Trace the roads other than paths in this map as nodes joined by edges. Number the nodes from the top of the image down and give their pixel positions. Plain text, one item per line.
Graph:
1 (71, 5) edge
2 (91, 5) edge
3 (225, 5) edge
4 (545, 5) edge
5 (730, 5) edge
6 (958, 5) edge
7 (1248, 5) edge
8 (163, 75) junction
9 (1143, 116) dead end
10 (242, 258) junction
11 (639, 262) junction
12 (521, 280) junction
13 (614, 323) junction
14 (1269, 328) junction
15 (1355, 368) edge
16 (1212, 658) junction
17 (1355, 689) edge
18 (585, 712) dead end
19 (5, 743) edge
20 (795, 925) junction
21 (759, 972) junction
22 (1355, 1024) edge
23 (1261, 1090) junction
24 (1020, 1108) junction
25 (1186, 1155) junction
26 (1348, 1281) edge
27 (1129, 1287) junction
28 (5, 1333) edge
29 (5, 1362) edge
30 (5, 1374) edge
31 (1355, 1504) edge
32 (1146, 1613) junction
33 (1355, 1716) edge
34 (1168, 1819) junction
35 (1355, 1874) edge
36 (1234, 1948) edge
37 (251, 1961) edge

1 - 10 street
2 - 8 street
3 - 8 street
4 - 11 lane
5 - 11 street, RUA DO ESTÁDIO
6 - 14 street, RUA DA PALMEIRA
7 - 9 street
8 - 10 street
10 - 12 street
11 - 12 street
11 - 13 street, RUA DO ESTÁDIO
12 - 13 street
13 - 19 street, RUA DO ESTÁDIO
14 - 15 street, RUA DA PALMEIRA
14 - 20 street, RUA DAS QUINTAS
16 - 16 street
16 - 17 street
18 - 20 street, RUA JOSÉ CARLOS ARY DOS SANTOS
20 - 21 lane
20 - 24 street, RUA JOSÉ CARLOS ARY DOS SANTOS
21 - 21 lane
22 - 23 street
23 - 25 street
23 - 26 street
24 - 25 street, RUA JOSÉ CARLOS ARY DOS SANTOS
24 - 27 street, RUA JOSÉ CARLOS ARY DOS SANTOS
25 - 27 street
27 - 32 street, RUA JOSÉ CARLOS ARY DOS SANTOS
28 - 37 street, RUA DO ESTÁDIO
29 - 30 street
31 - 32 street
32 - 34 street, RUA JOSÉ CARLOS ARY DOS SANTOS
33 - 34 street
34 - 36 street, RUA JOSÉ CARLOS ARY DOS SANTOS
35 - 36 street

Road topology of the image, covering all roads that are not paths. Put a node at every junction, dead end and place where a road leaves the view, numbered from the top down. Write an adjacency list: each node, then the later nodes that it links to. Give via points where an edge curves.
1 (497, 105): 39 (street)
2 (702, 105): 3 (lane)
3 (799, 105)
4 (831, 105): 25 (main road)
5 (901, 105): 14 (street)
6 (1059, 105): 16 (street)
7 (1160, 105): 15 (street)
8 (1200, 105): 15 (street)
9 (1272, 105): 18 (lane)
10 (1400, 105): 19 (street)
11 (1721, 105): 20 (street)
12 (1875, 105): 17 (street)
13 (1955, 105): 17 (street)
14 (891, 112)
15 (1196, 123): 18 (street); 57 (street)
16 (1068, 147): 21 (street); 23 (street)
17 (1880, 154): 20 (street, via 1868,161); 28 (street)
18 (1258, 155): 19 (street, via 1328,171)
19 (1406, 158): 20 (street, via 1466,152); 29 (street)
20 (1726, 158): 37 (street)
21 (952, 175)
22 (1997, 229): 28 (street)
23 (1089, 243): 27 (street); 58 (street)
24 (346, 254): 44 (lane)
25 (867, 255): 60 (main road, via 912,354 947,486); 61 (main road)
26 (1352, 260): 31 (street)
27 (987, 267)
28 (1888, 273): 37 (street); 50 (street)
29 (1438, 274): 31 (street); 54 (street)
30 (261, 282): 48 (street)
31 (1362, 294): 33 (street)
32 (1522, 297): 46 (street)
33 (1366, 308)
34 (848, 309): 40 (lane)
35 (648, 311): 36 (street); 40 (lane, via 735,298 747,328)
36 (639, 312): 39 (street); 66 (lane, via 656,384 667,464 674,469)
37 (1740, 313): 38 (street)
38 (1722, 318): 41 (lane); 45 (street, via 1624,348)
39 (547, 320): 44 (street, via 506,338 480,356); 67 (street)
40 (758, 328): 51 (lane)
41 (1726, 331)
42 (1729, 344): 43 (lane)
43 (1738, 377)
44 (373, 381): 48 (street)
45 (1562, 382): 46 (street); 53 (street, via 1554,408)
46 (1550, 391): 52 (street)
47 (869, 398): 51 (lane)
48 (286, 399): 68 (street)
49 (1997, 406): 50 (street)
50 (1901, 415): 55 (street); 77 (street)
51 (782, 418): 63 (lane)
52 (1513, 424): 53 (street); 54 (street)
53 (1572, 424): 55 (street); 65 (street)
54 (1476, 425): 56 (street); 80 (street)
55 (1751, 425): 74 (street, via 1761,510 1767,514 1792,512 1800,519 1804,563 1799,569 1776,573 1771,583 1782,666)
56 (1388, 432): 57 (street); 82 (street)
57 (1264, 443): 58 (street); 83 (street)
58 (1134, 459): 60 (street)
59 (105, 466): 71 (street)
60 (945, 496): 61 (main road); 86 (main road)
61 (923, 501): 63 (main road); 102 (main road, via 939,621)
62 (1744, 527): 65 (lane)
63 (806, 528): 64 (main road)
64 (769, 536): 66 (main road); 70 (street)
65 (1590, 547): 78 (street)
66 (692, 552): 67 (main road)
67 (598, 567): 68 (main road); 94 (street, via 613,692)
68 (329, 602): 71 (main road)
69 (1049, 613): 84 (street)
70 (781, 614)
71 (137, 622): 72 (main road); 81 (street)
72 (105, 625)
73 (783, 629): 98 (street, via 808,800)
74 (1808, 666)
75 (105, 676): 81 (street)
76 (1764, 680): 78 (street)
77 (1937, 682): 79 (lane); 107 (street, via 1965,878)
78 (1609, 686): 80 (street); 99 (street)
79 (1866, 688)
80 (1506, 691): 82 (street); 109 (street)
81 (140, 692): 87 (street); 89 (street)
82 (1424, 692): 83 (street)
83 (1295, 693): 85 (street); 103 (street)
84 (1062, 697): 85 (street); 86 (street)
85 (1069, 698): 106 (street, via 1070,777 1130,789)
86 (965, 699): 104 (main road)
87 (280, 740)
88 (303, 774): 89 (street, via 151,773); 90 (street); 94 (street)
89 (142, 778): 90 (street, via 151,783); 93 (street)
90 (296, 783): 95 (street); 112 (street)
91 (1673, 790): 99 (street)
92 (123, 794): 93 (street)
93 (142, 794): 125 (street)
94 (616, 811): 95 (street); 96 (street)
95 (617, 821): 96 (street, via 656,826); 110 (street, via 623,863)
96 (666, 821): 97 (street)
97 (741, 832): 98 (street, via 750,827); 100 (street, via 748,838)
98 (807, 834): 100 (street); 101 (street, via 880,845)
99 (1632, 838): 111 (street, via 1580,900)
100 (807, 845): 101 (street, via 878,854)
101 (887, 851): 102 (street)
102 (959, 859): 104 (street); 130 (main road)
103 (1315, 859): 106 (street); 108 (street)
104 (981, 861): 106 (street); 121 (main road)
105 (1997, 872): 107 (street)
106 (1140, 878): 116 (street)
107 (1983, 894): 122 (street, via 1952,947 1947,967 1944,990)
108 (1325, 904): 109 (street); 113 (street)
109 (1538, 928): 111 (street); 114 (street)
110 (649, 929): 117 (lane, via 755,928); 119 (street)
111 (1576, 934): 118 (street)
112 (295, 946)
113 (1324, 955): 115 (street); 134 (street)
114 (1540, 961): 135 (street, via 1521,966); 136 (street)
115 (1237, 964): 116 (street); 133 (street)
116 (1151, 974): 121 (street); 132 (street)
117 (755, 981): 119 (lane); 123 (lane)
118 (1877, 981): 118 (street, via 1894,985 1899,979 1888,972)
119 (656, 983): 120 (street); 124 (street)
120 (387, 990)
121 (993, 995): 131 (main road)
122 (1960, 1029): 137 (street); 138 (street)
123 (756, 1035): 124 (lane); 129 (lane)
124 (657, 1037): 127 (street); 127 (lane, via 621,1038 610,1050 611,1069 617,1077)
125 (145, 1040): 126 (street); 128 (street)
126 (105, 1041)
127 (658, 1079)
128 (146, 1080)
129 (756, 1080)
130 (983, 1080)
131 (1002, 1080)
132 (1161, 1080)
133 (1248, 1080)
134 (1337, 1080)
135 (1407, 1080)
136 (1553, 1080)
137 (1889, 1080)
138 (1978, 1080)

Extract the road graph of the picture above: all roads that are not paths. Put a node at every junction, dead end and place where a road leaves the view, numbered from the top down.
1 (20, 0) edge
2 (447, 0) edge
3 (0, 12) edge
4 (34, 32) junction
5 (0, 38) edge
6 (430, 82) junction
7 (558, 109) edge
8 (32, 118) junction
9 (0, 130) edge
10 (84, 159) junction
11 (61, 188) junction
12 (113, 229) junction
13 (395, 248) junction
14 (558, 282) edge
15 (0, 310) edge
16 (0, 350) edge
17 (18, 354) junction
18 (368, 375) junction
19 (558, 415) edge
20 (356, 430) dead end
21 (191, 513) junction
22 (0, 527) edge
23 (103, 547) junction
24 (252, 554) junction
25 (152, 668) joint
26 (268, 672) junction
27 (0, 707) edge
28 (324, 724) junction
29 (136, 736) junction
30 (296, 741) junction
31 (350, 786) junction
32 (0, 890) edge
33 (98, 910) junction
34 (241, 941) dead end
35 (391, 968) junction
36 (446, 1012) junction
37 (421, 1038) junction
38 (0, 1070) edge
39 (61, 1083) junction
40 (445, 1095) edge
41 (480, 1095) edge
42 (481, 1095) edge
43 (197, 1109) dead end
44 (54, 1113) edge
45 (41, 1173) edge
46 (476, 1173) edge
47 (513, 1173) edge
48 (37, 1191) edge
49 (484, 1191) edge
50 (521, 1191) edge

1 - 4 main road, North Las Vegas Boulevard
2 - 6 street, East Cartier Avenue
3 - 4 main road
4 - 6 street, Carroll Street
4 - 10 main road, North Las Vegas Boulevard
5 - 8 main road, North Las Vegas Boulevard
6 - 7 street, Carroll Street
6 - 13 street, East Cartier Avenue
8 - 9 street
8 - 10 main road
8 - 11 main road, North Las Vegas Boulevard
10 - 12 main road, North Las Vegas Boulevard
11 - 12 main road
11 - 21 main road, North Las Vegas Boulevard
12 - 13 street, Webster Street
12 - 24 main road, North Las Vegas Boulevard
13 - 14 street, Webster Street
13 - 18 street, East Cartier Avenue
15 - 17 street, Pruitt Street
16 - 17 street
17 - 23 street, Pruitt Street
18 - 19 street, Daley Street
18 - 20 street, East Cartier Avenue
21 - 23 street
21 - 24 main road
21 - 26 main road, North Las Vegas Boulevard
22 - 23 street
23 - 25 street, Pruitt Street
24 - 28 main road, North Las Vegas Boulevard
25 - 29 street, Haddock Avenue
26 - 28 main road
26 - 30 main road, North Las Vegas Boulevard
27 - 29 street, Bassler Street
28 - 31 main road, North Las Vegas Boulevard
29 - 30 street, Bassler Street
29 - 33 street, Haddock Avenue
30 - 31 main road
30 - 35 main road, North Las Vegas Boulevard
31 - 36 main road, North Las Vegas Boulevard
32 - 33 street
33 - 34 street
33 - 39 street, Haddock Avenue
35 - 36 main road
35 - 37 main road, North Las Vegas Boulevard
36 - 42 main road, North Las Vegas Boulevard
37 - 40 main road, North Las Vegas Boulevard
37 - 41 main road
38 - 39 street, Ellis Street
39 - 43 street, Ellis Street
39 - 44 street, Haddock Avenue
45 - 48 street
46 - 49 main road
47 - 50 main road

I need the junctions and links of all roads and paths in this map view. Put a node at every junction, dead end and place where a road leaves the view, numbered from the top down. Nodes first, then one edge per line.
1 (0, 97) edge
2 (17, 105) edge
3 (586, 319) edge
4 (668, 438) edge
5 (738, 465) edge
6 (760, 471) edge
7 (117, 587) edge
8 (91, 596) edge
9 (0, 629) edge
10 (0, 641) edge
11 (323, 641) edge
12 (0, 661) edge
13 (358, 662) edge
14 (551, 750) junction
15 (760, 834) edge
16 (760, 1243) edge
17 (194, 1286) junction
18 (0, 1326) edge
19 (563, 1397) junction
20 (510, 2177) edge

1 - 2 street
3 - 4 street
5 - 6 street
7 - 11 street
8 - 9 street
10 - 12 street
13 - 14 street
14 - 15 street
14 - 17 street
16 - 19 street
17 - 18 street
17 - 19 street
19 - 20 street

#### [Your instructions]
Whenever a line of the material above contains the string "SANTOS", copy that line out.

#### [Written solution]
18 - 20 street, RUA JOSÉ CARLOS ARY DOS SANTOS
20 - 24 street, RUA JOSÉ CARLOS ARY DOS SANTOS
24 - 25 street, RUA JOSÉ CARLOS ARY DOS SANTOS
24 - 27 street, RUA JOSÉ CARLOS ARY DOS SANTOS
27 - 32 street, RUA JOSÉ CARLOS ARY DOS SANTOS
32 - 34 street, RUA JOSÉ CARLOS ARY DOS SANTOS
34 - 36 street, RUA JOSÉ CARLOS ARY DOS SANTOS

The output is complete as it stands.